On July 29, the Central Minimum Wage Deliberative Council, an advisory body to the Minister of Health, Labor and Welfare, which is composed of six representatives of employers, workers and the public interest respectively, submitted a proposal for raising standards for 2014 regional hourly minimum wages. In proposing the standards, regions are classified into four ranks of A to D according to their economic activities. For the highest A rank, proposed standard for this year's increase is 19 yen per hour, then for the second highest B rank, 15yen per hour, for the third highest C rank, 14 yen per hour and for the lowest D rank, 13 yen per hour.
With reference to these standards, the Prefectural Minimum Wage Deliberative Council, which is set up in each of the 47 prefectures on a tripartite basis of 5 representatives of employers, workers and the public interest respectively decides concrete amount of raise around August, and the raise becomes commonly effective around October.If the prefectural level raises are decided in accordance with the proposed standards, the overall average minimum wage in Japan as a whole will be 780 yen per hour, a year-on-year increase of 16 yen.
The level of the minimum wage in Japan cannot be said to be sufficient for the life of the people, but if it is raised, it is expected to have a certain effect upon raising wages ofsuch workers like non-regular workers who are working in low wages. Moreover, the Minimum Wage Act stipulates that, in deciding minimum wage, it should not fall below the livelihood protection allowance(1), but actually in four prefectures the minimum wage falls below the livelihood protection allowance. It is expected that with the raise for this year, there will be no prefectures in which the minimum wage will fall below the livelihood protection allowance.

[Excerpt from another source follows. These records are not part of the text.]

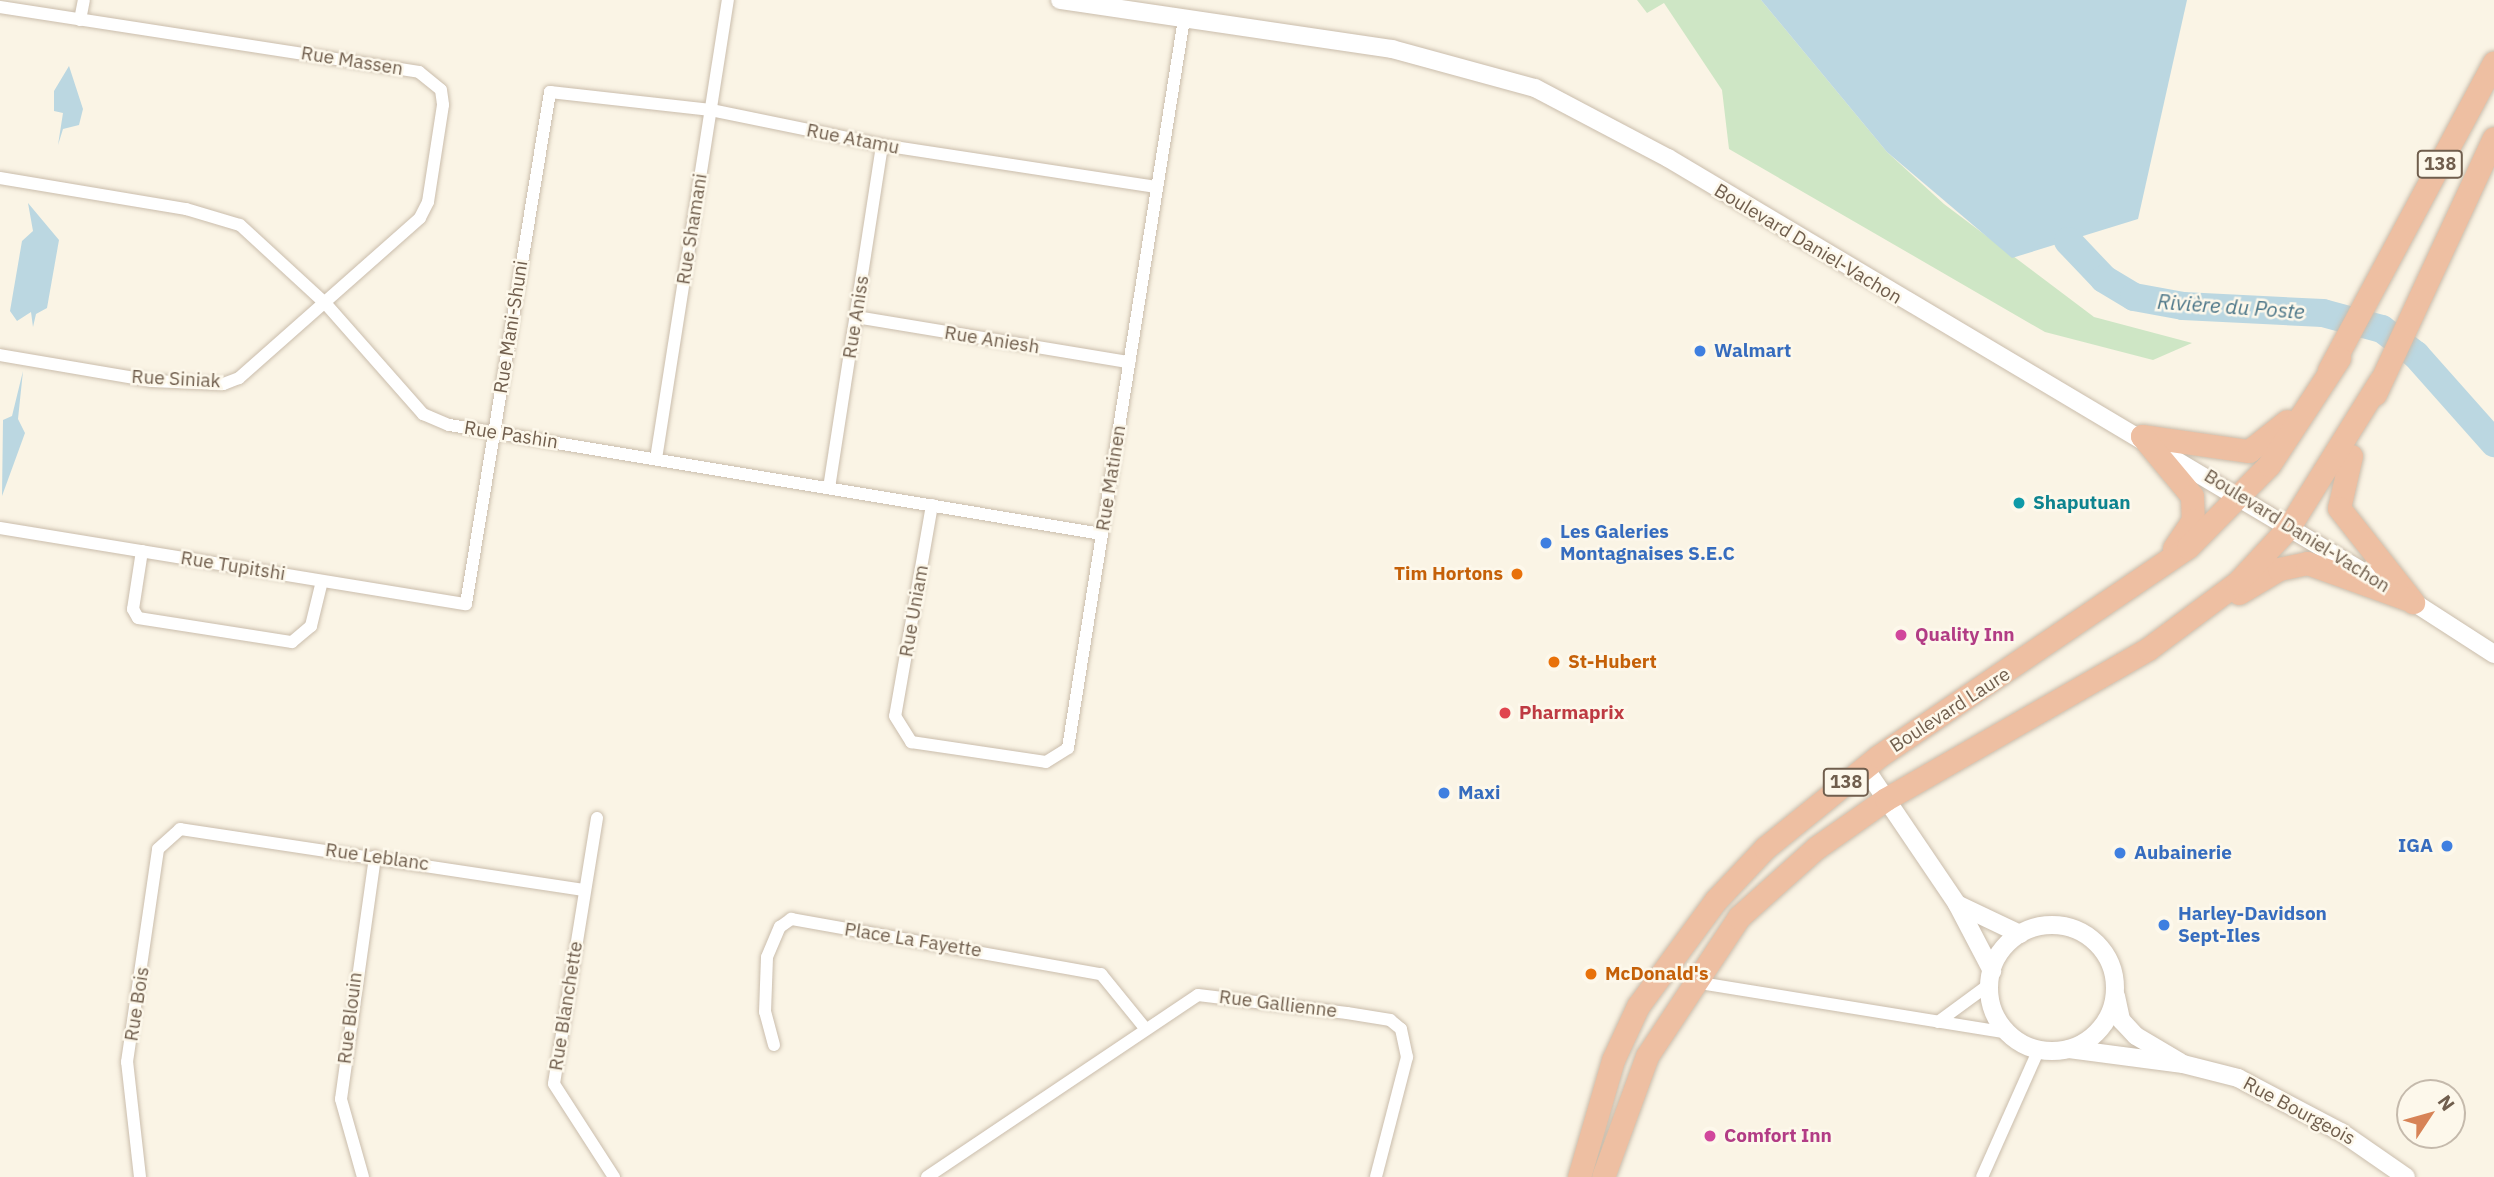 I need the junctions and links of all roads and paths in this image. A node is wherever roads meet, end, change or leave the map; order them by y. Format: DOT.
graph roads {
  1 [pos="84,0"];
  2 [pos="728,0"];
  3 [pos="1060,0"];
  4 [pos="0,7"];
  5 [pos="1184,19"];
  6 [pos="80,20"];
  7 [pos="2494,62"];
  8 [pos="550,92"];
  9 [pos="711,110"];
  10 [pos="2494,138"];
  11 [pos="882,145"];
  12 [pos="0,178"];
  13 [pos="1157,187"];
  14 [pos="326,304"];
  15 [pos="856,317"];
  16 [pos="0,355"];
  17 [pos="2339,358"];
  18 [pos="1129,362"];
  19 [pos="2380,381"];
  20 [pos="494,431"];
  21 [pos="2142,436"];
  22 [pos="656,458"];
  23 [pos="829,488"];
  24 [pos="2242,497"];
  25 [pos="932,505"];
  26 [pos="2289,527"];
  27 [pos="0,528"];
  28 [pos="1102,534"];
  29 [pos="142,551"];
  30 [pos="322,581"];
  31 [pos="2125,595"];
  32 [pos="2413,602"];
  33 [pos="466,604"];
  34 [pos="2196,616"];
  35 [pos="2494,654"];
  36 [pos="895,716"];
  37 [pos="1865,768"];
  38 [pos="1886,799"];
  39 [pos="597,818"];
  40 [pos="171,835"];
  41 [pos="375,856"];
  42 [pos="584,890"];
  43 [pos="1957,904"];
  44 [pos="2020,934"];
  45 [pos="1991,978"];
  46 [pos="1691,981"];
  47 [pos="2115,993"];
  48 [pos="1938,1021"];
  49 [pos="1144,1027"];
  50 [pos="2008,1033"];
  51 [pos="774,1045"];
  52 [pos="2039,1049"];
  53 [pos="2069,1049"];
  54 [pos="2183,1064"];
  55 [pos="140,1177"];
  56 [pos="363,1177"];
  57 [pos="614,1177"];
  58 [pos="927,1177"];
  59 [pos="1376,1177"];
  60 [pos="1579,1177"];
  61 [pos="1604,1177"];
  62 [pos="1982,1177"];
  63 [pos="2406,1177"];
  1 -- 6 [label="street"];
  2 -- 9 [label="street, Rue Shamani"];
  3 -- 5 [label="street, Boulevard Daniel-Vachon"];
  4 -- 6 [label="street, Rue Massen"];
  5 -- 13 [label="street, Rue Matinen"];
  5 -- 21 [label="street, Boulevard Daniel-Vachon"];
  6 -- 14 [label="street, Rue Massen"];
  7 -- 17 [label="highway, 138"];
  8 -- 9 [label="street, Rue Atamu"];
  8 -- 20 [label="street, Rue Mani-Shuni"];
  9 -- 11 [label="street, Rue Atamu"];
  9 -- 22 [label="street, Rue Shamani"];
  10 -- 19 [label="highway, 138"];
  11 -- 13 [label="street, Rue Atamu"];
  11 -- 15 [label="street, Rue Aniss"];
  12 -- 14 [label="street, Rue Pashin"];
  13 -- 18 [label="street, Rue Matinen"];
  14 -- 16 [label="street, Rue Siniak"];
  14 -- 20 [label="street, Rue Pashin"];
  15 -- 18 [label="street, Rue Aniesh"];
  15 -- 23 [label="street, Rue Aniss"];
  17 -- 21 [label="highway"];
  17 -- 24 [label="highway, Boulevard Laure / 138"];
  18 -- 28 [label="street, Rue Matinen"];
  19 -- 26 [label="highway, 138"];
  19 -- 32 [label="highway"];
  20 -- 22 [label="street, Rue Pashin"];
  20 -- 33 [label="street, Rue Mani-Shuni"];
  21 -- 24 [label="street, Boulevard Daniel-Vachon"];
  21 -- 31 [label="highway"];
  22 -- 23 [label="street, Rue Pashin"];
  23 -- 25 [label="street, Rue Pashin"];
  24 -- 26 [label="street, Boulevard Daniel-Vachon"];
  24 -- 31 [label="highway, Boulevard Laure / 138"];
  25 -- 28 [label="street, Rue Pashin"];
  25 -- 36 [label="street, Rue Uniam"];
  26 -- 32 [label="street, Boulevard Daniel-Vachon"];
  26 -- 34 [label="highway, 138"];
  27 -- 29 [label="street, Rue Tupitshi"];
  28 -- 36 [label="street, Rue Matinen"];
  29 -- 30 [label="street, Rue Tupitshi"];
  29 -- 30 [label="street"];
  30 -- 33 [label="street, Rue Tupitshi"];
  31 -- 37 [label="highway, Boulevard Laure / 138"];
  32 -- 34 [label="highway"];
  32 -- 35 [label="street, Boulevard Daniel-Vachon"];
  34 -- 38 [label="highway, 138"];
  37 -- 38 [label="street"];
  37 -- 60 [label="highway, Boulevard Laure / 138"];
  38 -- 43 [label="street"];
  38 -- 46 [label="highway, 138"];
  39 -- 42 [label="street, Rue Blanchette"];
  40 -- 41 [label="street, Rue Leblanc"];
  40 -- 55 [label="street, Rue Bois"];
  41 -- 42 [label="street, Rue Leblanc"];
  41 -- 56 [label="street, Rue Blouin"];
  42 -- 57 [label="street, Rue Blanchette"];
  43 -- 44 [label="street"];
  43 -- 45 [label="street"];
  44 -- 45 [label="street"];
  44 -- 47 [label="street"];
  45 -- 48 [label="street"];
  45 -- 50 [label="street"];
  46 -- 48 [label="street"];
  46 -- 61 [label="highway, 138"];
  47 -- 53 [label="street"];
  47 -- 54 [label="street, Rue Bourgeois"];
  48 -- 50 [label="street"];
  49 -- 51 [label="street, Place La Fayette"];
  49 -- 58 [label="street, Rue Gallienne"];
  49 -- 59 [label="street, Rue Gallienne"];
  50 -- 52 [label="street"];
  52 -- 53 [label="street"];
  52 -- 62 [label="street"];
  53 -- 54 [label="street, Rue Bourgeois"];
  54 -- 63 [label="street, Rue Bourgeois"];
}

In the discussion in the Central Minimum Wage Deliberative Council this year, workers side emphasized that macro-economic growth should be reflected upon income increase and that wage hikes of organized workers and commodity price increases should be reflected upon minimum wage hikes. Moreover, workers side emphasized that it is necessary to discuss about the appropriate level of minimum wage, i.e. the level of livable wage. In particular, the workers side insisted to discuss about the levels of C rank and D rank in which minimum wages are set low and strongly opposed the standard proposal shown by the public interest members as unacceptable.
On the other hand, the employers side claimed that the minimum wages over the last five years, have had bigger influences upon business management than ever becauseminimum wage hikes had taken precedence over any relationship with productivity. They showed their dissatisfaction with the proposals presented by members of public interests, arguing that the minimum wage hikes which surpass the solvency of the small- and medium-sized enterprises will adversely affect employment and will endanger existence of the enterprises as well. Thus, workers and employers sides differed in their opinions from each other, but actually came to a settlement to submit the standards for the hikes shown by the members of the public interest to the Minister of Health, Labor and Welfare.
The raise of the minimum wages has gotten bigger in amount since 2007. At the background of the raise, there is a fact that the number of non-regular workers who cannot but work in low wages continues to increase, and with the increase, disparities continue to expand. With the hikes of minimum wages according to the proposals for the hikes, the rate of the workers who get lower wages than the minimum wage after the hike (effected rate (2)) continue to increase as well. The rate of such workers shared 1.6% in 2003, but after ten years, the rate expanded to 7.4% in 2013.
||(1)Livelihood protection allowance is a special allowance provided by the national government and/or the local government to the people who have been reduced to poverty due to diseases, injuries, old age, etc. in order to guarantee a lower limit of healthy and cultural life for them.
(2) The effected rate is based on the survey made for the workers who work in enterprises with a size of less than thirty workers.